IoC prototype implementation
The project structure remains unchanged
DAO layer (unchanged):
public interface UserDao {
String getUser();
}
public class UserDaoImpl implements UserDao{
@Override
public String getUser() {return "Get users using default database";}
}
public class UserDaoMysqlImpl implements UserDao{
@Override
public String getUser() {return "use Mysql Database get user";}
}
public class UserDaoOracleImpl implements UserDao{
@Override
public String getUser() {return "use Oracle Database get user";}
}
Service layer:
public interface UserService {
void getUser();
}
public class UserServiceImpl implements UserService{
private UserDao userDao;
//Dynamic value injection by set method
public void setUserDao(UserDao userDao) {
this.userDao = userDao;
}
@Override
public void getUser() {
System.out.println(userDao.getUser());
}
}
Test:
@Test
public void MyTest():{
UserServiceImpl userService=new UserServiceImpl();
UserDao userDao=null;
//Which method you want to use now will depend on the user's choice
System.out.println("1.I want to use the default method to get user data");
System.out.println("2.I want to use mysql To get user data");
System.out.println("3.I want to use Oracle To get user data");
Scanner sc=new Scanner(System.in);
System.out.print("================\n Enter your choice:");
int choice = sc.nextInt();
switch (choice) {
case 1:userDao = new UserDaoImpl();break;
case 2:userDao = new UserDaoMysqlImpl();break;
case 3:userDao = new UserDaoOracleImpl();break;
default:break;
}
userService.setUserDao(userDao);
userService.getUser();
}
The Console displays:
"C:\Program Files\Java\jdk1.8.0_281\bin\java.exe" ... 1.I want to use the default method to get user data 2.I want to use mysql To get user data 3.I want to use Oracle To get user data ================ Enter your choice: 2 use Mysql Database get user Process finished with exit code 0
At this time, it can be found that by adding a set method in the DAO layer, dynamic value injection can be realized, and the control of object creation can be transferred to the user, which does not need us to modify
4. Summary
Traditional implementation and IoC control inversion prototype implementation:
Careful brother may find that the above mentioned are only the prototype implementation of IoC, which is not the "complete body" of IoC. Here is mainly to show you the idea of IoC. On the surface, the above implementation alleviates the above problems to a certain extent, but in essence, this code coupling has not changed. This coupling can be completely solved through IoC mode. It removes the coupling from the code, puts it into a unified XML file, and forms the dependency when needed through a container, that is, injects the required interface implementation into the classes that need it. This may be the source of the term "dependency injection".

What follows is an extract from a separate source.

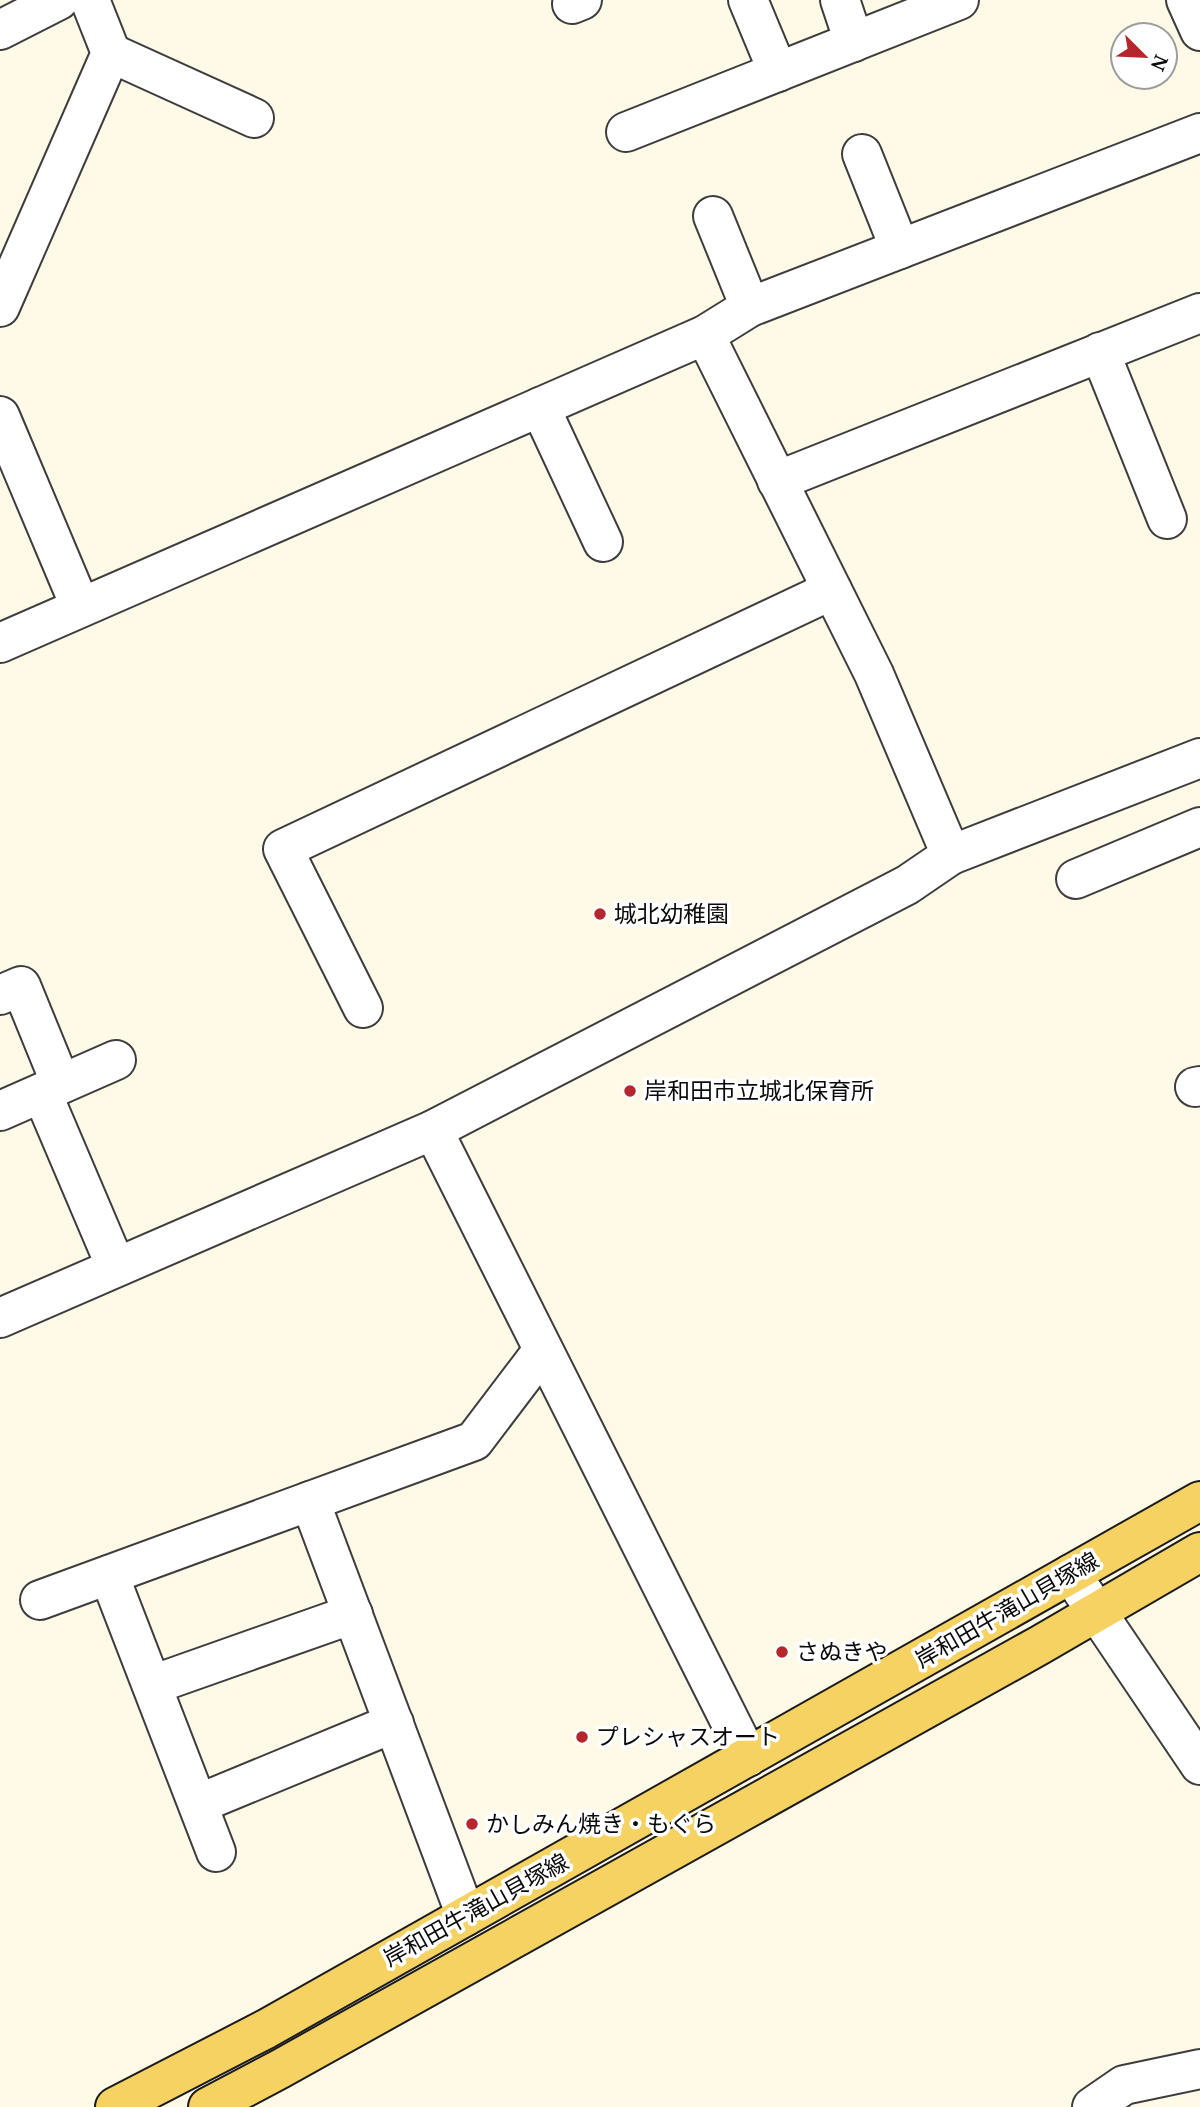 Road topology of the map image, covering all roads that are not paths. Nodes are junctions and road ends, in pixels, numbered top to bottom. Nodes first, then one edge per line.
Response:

Moreover, does this IoC mode remind you of a familiar Java feature - reflection, which uses Java's "reflection" programming to generate corresponding objects according to the class definitions given in XML. From the implementation point of view, for the objects previously written in the factory mode, the IoC mode is changed to the configuration XML file, which isolates the factory from the objects to be generated, greatly improving the flexibility and maintainability.